Problem to solve — Every line of the entries below that includes "grid" belongs in the answer, copied as written.

Recorded data below:

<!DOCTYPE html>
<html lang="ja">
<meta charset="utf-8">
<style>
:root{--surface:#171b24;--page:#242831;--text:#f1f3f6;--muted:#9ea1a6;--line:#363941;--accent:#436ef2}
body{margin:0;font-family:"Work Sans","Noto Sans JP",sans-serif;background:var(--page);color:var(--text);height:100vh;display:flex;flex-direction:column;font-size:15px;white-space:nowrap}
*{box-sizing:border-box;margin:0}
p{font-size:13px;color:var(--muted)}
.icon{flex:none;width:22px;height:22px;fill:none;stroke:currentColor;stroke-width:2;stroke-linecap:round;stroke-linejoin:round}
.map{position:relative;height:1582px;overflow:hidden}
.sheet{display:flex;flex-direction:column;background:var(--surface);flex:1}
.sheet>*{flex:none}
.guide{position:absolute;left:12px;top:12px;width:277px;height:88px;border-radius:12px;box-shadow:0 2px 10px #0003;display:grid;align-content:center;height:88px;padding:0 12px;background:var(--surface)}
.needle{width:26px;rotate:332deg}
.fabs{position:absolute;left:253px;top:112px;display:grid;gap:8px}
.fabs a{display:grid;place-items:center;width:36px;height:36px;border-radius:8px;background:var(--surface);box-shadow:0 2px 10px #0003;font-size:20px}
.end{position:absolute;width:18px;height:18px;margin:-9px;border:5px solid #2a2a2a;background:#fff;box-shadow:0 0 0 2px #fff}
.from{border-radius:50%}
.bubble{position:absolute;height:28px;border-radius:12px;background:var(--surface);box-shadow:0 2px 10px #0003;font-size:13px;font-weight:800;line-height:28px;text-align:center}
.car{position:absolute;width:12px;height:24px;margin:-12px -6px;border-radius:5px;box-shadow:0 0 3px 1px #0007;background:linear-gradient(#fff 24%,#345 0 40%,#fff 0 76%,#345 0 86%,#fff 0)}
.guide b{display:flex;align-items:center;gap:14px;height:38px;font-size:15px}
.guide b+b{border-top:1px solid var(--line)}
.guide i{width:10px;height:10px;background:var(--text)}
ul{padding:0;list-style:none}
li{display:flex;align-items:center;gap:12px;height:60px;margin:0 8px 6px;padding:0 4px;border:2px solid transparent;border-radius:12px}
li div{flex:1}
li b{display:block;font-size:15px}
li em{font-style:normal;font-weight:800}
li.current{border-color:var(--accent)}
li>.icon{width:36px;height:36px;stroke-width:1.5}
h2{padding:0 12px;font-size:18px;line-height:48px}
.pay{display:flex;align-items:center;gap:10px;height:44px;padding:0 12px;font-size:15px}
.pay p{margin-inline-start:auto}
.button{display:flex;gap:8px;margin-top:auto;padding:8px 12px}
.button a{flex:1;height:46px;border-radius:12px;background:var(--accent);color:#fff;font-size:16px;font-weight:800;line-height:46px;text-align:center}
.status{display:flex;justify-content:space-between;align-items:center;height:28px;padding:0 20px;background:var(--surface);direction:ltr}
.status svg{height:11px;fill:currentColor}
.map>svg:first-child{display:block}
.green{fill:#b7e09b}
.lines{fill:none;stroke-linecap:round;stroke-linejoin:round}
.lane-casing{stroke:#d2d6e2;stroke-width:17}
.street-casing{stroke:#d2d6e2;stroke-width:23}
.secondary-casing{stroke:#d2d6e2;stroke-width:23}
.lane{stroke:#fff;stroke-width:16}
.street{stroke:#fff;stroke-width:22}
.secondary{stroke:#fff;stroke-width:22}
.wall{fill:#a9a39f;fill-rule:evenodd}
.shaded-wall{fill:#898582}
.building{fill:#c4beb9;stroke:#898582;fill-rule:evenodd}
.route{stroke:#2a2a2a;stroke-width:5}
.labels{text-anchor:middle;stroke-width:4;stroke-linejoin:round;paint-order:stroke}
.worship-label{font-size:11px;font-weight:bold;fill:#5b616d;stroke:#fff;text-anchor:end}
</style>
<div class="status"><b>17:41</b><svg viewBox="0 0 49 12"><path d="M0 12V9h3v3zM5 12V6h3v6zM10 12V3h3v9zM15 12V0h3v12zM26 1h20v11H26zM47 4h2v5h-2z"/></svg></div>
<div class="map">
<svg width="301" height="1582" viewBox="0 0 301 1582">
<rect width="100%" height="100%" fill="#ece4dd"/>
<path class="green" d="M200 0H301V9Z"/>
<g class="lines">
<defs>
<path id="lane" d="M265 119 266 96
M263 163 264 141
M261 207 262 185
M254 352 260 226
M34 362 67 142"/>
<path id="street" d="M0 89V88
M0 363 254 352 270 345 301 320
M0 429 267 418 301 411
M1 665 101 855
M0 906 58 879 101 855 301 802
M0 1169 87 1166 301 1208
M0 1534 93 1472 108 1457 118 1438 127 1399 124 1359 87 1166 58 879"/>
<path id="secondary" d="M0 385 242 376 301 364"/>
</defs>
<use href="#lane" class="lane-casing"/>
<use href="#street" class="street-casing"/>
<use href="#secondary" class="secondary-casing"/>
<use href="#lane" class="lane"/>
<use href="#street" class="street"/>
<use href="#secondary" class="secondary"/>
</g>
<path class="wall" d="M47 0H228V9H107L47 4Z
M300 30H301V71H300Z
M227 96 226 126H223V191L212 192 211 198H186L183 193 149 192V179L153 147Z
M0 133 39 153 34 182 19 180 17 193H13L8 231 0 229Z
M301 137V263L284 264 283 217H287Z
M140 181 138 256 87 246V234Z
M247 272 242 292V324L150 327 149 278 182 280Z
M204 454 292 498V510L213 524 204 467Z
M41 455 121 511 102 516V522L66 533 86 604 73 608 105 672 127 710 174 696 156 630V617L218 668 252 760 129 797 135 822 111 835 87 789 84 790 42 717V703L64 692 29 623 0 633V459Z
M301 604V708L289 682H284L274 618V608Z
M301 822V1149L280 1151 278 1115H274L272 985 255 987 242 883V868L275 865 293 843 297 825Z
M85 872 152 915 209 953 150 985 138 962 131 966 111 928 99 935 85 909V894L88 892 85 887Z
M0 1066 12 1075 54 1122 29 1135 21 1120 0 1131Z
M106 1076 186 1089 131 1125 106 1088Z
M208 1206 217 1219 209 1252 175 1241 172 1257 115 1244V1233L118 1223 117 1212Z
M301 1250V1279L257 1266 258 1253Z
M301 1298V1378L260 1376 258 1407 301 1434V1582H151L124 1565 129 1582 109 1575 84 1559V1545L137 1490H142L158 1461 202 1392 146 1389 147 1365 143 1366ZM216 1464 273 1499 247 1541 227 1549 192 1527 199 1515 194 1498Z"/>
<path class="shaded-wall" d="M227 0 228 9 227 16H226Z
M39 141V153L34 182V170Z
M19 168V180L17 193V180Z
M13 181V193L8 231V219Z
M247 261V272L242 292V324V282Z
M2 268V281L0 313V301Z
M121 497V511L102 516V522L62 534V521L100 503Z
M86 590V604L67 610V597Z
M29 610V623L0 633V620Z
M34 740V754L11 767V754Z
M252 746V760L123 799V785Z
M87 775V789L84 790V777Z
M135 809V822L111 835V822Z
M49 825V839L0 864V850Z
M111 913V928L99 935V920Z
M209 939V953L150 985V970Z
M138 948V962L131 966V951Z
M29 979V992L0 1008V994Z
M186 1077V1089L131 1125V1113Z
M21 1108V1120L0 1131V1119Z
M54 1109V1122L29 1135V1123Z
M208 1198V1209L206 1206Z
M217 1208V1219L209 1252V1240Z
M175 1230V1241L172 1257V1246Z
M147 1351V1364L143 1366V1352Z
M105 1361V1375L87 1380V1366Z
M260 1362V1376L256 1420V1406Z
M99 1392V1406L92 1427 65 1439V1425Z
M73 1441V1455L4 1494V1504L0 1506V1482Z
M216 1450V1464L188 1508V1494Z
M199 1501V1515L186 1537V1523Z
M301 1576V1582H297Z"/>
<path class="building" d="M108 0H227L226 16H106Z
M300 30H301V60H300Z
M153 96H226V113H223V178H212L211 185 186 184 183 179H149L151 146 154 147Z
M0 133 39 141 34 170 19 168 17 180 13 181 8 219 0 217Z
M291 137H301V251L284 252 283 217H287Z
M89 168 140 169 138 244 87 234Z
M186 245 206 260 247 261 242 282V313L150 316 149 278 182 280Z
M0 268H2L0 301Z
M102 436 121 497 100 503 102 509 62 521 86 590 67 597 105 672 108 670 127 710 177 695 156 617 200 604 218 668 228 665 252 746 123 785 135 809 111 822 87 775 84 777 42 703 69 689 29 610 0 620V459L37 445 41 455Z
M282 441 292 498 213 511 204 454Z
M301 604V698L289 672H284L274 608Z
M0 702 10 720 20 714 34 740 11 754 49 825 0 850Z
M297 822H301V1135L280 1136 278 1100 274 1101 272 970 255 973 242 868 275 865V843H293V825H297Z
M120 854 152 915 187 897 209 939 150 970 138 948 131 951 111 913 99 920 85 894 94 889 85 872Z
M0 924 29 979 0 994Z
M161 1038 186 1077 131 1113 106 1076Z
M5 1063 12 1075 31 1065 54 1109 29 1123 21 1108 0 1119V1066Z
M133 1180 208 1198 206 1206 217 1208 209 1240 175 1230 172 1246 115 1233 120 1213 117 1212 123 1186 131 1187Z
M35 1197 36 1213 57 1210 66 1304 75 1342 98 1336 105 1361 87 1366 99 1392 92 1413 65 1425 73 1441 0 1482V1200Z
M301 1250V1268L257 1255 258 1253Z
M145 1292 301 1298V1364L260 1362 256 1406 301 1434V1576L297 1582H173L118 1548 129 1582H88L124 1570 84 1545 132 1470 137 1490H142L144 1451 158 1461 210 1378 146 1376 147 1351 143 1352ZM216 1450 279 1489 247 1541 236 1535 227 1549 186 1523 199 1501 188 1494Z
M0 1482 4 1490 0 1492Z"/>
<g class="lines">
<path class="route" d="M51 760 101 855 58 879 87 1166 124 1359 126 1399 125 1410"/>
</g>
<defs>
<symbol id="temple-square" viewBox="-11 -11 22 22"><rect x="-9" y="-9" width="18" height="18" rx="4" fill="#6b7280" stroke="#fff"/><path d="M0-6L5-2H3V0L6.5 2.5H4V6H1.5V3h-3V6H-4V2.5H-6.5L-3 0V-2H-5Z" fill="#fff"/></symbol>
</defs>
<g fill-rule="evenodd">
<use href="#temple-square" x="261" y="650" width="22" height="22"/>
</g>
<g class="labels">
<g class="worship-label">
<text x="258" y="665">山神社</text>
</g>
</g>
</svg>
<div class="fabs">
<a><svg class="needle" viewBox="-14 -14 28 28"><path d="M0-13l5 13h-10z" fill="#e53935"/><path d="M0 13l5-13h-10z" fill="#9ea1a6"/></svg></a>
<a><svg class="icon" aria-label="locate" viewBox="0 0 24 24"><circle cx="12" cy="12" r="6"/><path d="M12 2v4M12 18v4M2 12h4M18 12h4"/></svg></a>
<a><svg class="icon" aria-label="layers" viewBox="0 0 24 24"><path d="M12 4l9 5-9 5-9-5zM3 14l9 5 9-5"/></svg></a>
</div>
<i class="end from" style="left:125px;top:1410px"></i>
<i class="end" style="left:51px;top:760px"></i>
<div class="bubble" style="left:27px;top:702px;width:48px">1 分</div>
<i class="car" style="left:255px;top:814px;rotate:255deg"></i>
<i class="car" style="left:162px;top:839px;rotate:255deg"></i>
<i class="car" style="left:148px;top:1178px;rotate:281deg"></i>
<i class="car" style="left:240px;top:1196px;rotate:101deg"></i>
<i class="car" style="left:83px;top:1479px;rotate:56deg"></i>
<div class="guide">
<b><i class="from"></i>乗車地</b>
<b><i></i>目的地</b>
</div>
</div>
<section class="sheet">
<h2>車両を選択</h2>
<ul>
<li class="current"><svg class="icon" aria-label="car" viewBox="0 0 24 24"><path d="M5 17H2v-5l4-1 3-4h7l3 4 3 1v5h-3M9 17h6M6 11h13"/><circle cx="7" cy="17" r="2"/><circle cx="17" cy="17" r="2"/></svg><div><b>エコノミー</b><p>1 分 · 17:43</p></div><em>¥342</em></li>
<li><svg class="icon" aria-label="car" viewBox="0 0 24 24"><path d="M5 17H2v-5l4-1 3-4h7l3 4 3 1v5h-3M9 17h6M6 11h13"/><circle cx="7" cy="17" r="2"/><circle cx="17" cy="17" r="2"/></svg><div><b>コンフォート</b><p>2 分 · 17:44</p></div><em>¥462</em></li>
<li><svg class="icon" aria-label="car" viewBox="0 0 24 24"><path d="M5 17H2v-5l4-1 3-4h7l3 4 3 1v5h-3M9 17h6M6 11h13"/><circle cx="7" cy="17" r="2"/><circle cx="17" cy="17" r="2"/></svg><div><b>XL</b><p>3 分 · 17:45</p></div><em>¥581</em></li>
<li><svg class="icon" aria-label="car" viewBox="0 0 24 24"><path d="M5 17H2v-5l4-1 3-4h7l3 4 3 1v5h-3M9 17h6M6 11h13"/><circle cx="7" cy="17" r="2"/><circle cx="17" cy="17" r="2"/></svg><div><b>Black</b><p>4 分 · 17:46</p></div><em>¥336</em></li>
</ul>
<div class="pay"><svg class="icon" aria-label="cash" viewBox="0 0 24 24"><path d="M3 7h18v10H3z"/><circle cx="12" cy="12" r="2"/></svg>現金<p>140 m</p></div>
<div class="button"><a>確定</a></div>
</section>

End of Recorded data.

Response for this exercise —
.guide{position:absolute;left:12px;top:12px;width:277px;height:88px;border-radius:12px;box-shadow:0 2px 10px #0003;display:grid;align-content:center;height:88px;padding:0 12px;background:var(--surface)}
.fabs{position:absolute;left:253px;top:112px;display:grid;gap:8px}
.fabs a{display:grid;place-items:center;width:36px;height:36px;border-radius:8px;background:var(--surface);box-shadow:0 2px 10px #0003;font-size:20px}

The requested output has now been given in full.